**Task to complete:** Work out how many lines of the data hold the string "road", and reply with that number alone.

Saved data entries

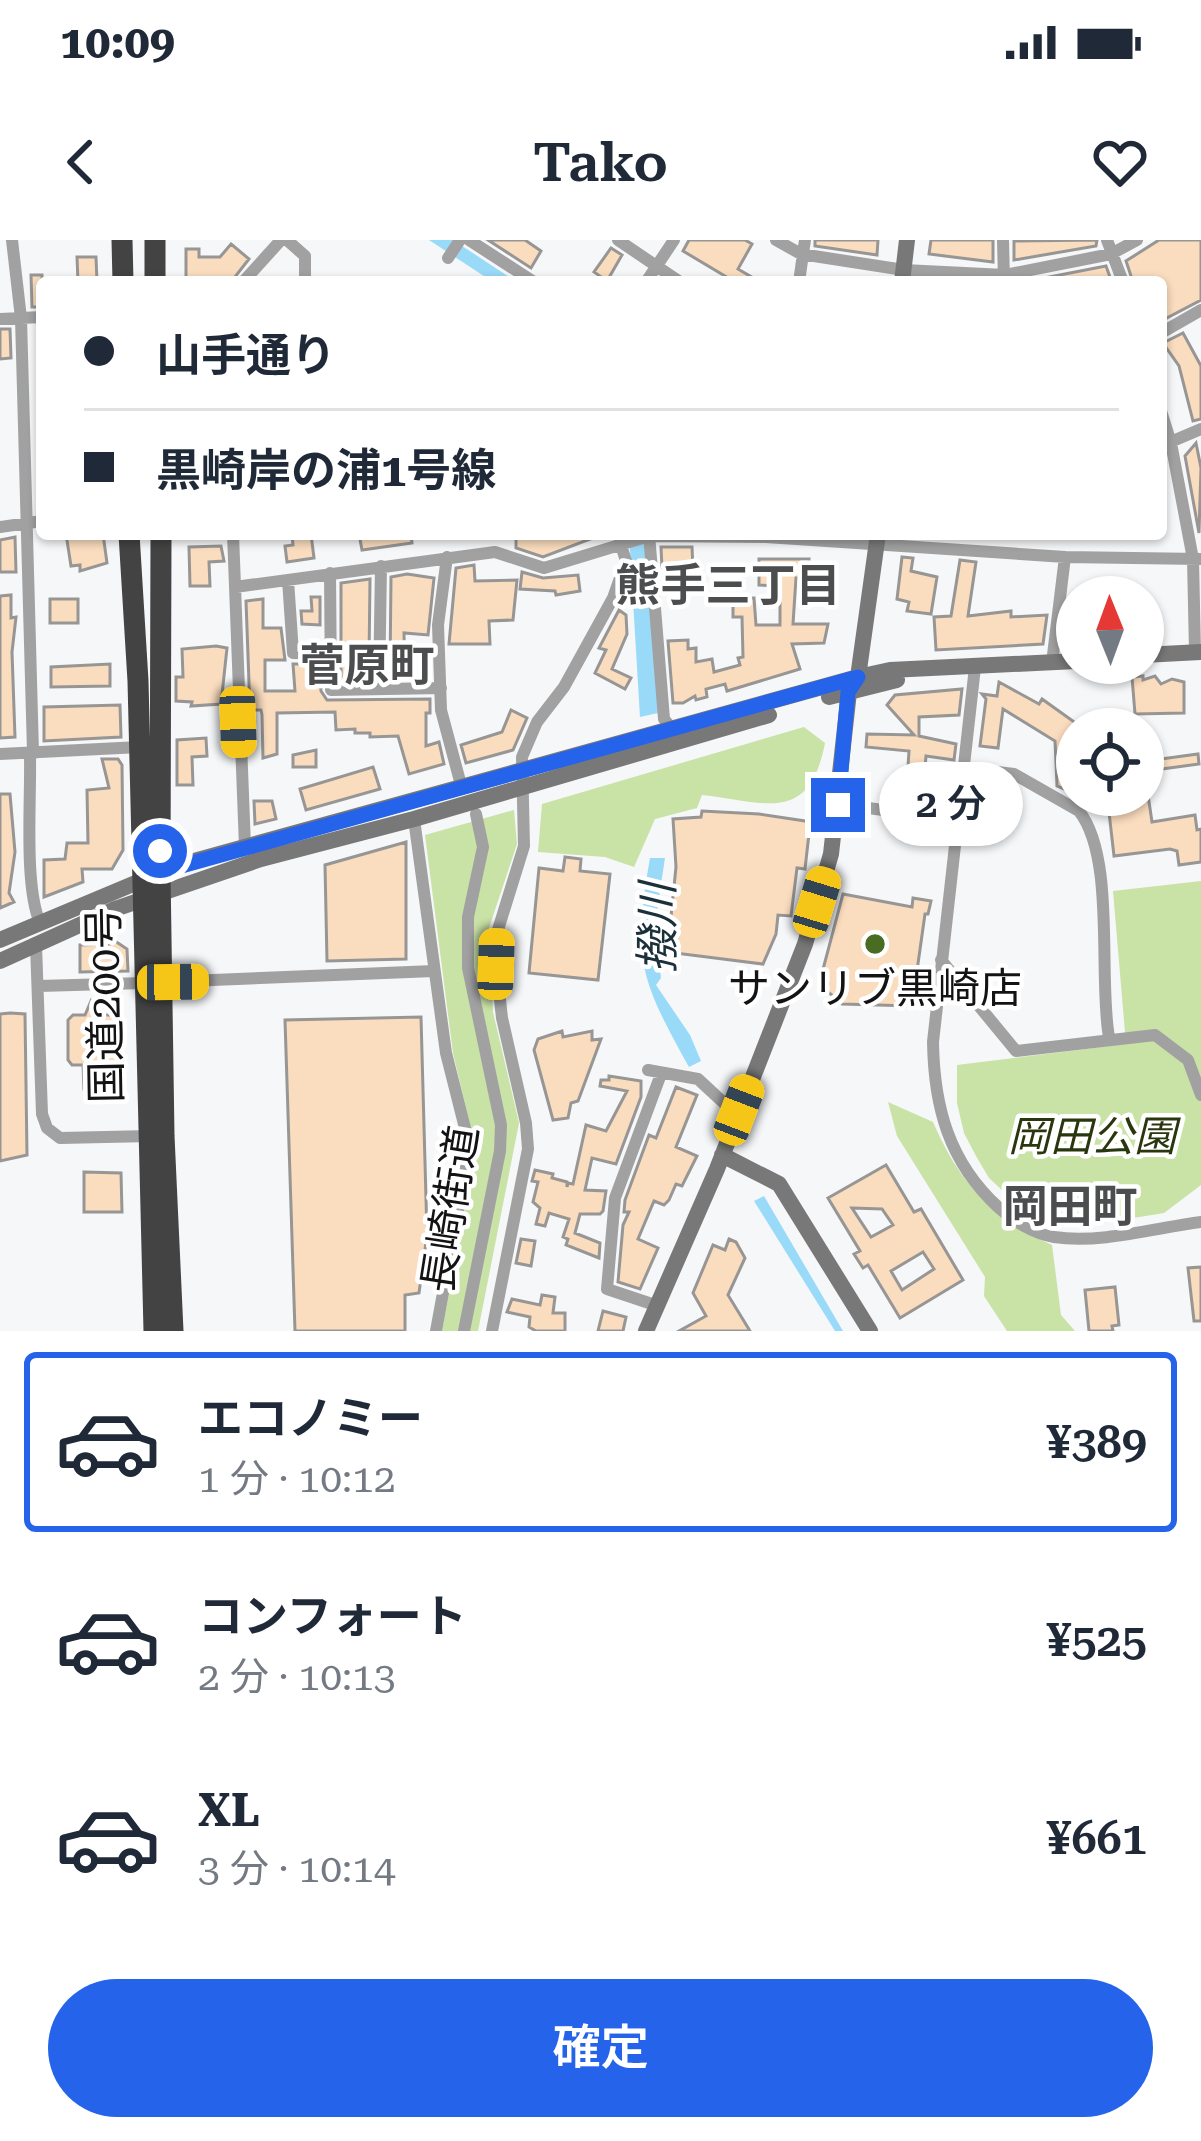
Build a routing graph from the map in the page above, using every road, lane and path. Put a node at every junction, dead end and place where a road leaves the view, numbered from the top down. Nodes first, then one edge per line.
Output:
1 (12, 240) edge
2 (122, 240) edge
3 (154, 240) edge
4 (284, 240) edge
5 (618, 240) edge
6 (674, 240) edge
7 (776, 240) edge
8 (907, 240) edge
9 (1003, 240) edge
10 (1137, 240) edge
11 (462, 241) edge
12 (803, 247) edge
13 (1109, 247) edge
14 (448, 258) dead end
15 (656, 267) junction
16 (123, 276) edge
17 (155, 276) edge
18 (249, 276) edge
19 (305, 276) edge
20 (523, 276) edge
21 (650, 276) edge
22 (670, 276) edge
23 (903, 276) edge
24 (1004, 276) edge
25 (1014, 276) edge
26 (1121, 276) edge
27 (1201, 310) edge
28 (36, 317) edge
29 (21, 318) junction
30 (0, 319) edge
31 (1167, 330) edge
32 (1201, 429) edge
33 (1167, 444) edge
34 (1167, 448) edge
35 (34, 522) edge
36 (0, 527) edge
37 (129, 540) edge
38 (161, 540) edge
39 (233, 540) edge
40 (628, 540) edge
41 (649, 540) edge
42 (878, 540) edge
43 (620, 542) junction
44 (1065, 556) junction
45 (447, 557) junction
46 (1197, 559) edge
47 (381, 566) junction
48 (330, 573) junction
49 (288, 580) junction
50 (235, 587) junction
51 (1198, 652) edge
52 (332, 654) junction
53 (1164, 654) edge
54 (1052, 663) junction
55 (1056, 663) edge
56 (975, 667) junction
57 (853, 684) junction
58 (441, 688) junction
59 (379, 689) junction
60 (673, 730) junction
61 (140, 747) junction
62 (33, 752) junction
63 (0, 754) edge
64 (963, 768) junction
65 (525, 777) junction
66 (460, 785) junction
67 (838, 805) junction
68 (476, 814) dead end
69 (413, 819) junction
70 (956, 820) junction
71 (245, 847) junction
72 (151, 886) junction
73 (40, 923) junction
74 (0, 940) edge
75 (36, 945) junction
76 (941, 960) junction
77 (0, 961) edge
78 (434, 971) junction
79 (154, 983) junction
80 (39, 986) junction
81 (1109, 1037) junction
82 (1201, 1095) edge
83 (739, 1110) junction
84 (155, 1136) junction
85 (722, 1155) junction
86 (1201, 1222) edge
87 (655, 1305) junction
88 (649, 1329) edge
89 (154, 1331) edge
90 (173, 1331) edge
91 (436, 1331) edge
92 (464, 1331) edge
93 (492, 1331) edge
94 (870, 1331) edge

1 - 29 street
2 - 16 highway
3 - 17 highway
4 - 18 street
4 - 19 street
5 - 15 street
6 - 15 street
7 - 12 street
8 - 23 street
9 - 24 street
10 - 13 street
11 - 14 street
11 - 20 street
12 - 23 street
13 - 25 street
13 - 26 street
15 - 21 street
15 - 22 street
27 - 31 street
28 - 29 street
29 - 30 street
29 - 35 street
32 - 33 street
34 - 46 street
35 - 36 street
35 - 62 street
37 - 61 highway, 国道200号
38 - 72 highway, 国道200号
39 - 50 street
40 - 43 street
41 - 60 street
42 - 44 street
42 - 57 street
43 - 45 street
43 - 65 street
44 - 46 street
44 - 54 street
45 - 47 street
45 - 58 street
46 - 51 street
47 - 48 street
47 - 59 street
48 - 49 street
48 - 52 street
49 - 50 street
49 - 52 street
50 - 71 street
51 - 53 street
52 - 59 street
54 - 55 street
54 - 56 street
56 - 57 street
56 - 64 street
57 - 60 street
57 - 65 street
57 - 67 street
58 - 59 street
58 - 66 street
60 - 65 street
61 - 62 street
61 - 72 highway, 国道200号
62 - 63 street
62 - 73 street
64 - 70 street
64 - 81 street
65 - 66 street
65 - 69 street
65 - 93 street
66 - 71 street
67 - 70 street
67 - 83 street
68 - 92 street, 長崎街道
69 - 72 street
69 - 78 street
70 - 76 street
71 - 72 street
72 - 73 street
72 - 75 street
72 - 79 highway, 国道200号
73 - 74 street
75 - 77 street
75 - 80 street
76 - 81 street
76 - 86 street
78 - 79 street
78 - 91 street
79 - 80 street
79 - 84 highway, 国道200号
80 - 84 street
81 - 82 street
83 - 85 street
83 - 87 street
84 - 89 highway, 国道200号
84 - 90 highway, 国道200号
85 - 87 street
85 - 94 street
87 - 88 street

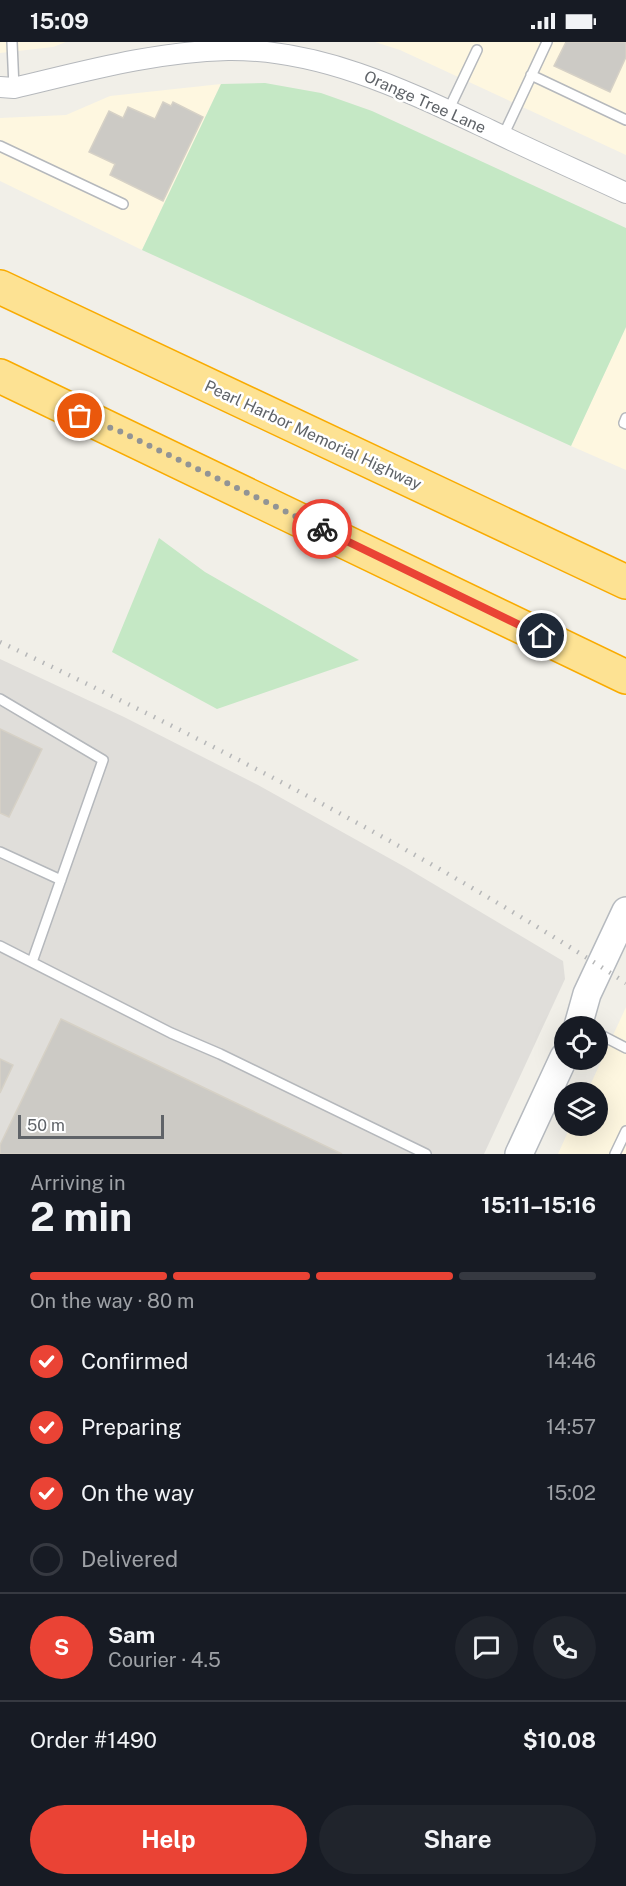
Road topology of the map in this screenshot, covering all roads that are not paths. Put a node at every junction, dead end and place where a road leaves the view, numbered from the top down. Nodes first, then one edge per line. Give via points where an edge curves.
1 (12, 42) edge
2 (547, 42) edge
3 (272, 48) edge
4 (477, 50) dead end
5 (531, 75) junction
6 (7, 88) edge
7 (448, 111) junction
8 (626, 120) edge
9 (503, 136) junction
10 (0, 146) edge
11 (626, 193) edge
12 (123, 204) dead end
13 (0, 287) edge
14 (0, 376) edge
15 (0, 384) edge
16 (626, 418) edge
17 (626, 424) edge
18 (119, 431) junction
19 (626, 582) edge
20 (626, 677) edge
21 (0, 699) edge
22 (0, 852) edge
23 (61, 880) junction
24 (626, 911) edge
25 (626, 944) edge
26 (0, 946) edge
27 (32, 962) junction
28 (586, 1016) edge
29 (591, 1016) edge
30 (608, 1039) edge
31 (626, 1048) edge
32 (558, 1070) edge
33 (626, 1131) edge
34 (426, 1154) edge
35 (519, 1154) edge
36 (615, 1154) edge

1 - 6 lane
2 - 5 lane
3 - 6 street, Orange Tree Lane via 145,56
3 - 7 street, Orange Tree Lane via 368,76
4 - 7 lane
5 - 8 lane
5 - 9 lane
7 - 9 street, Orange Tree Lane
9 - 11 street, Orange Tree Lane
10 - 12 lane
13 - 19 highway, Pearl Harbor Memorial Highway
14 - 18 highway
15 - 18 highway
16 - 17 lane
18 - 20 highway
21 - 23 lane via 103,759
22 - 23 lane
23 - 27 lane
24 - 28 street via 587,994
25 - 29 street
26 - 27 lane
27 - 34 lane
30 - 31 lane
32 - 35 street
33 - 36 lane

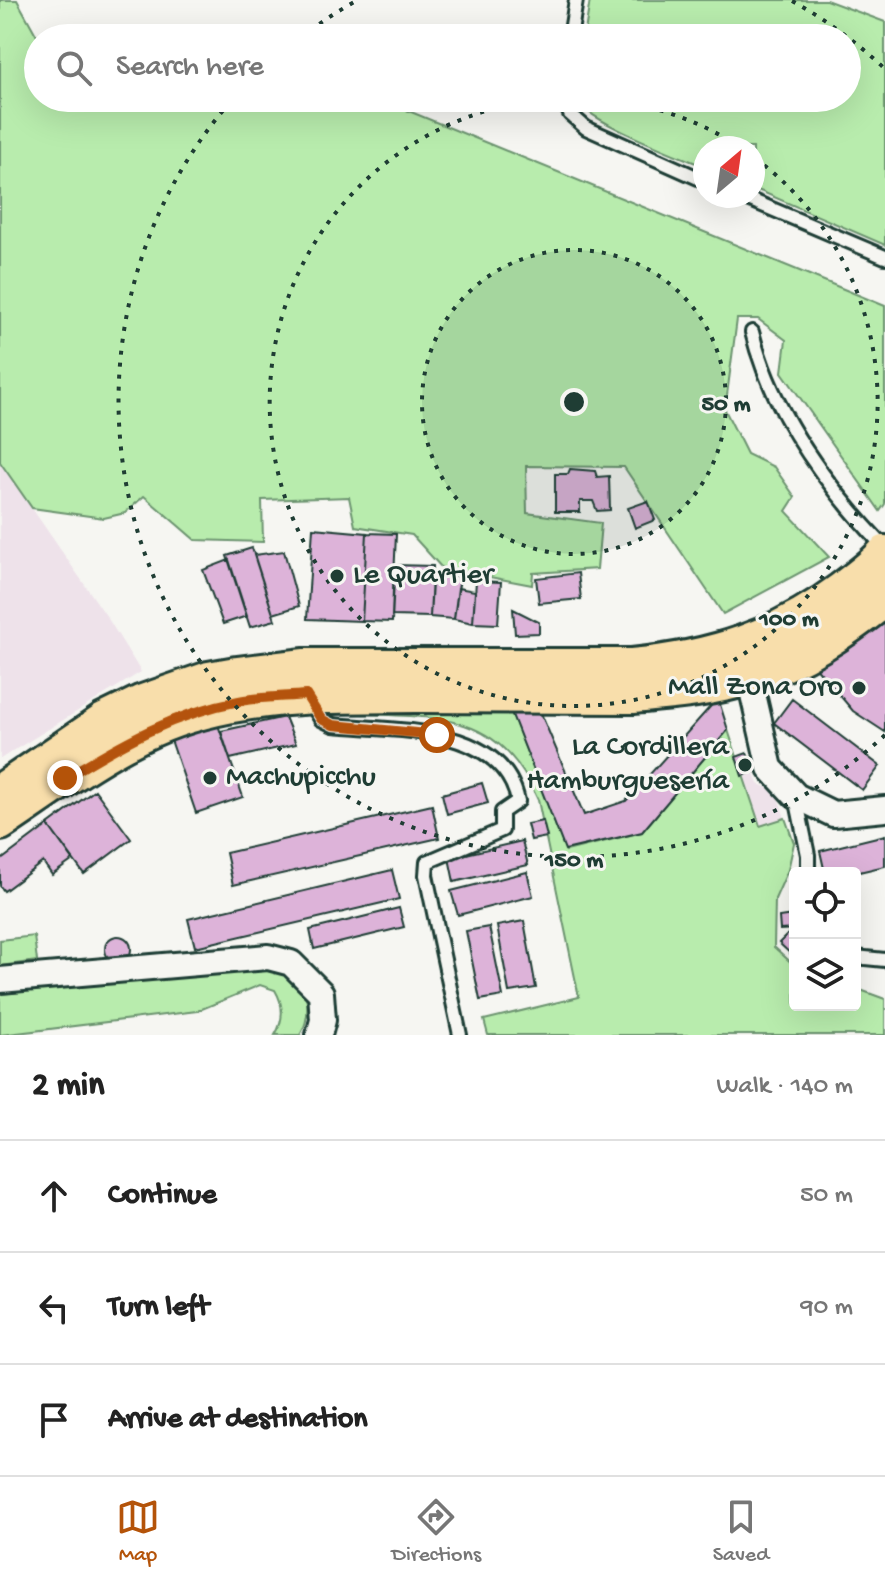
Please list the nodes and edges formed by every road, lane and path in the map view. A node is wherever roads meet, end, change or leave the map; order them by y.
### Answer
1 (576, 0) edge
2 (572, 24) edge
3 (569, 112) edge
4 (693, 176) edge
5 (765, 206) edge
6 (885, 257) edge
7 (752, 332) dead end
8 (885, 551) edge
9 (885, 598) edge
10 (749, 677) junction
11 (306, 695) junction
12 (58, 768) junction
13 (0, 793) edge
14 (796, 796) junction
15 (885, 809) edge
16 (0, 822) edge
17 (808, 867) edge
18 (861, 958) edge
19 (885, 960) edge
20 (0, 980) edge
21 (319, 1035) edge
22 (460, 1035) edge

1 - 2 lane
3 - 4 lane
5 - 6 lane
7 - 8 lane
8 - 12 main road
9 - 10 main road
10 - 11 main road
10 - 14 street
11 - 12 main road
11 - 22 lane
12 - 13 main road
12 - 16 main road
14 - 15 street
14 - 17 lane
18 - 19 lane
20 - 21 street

**Solution for this problem:** 9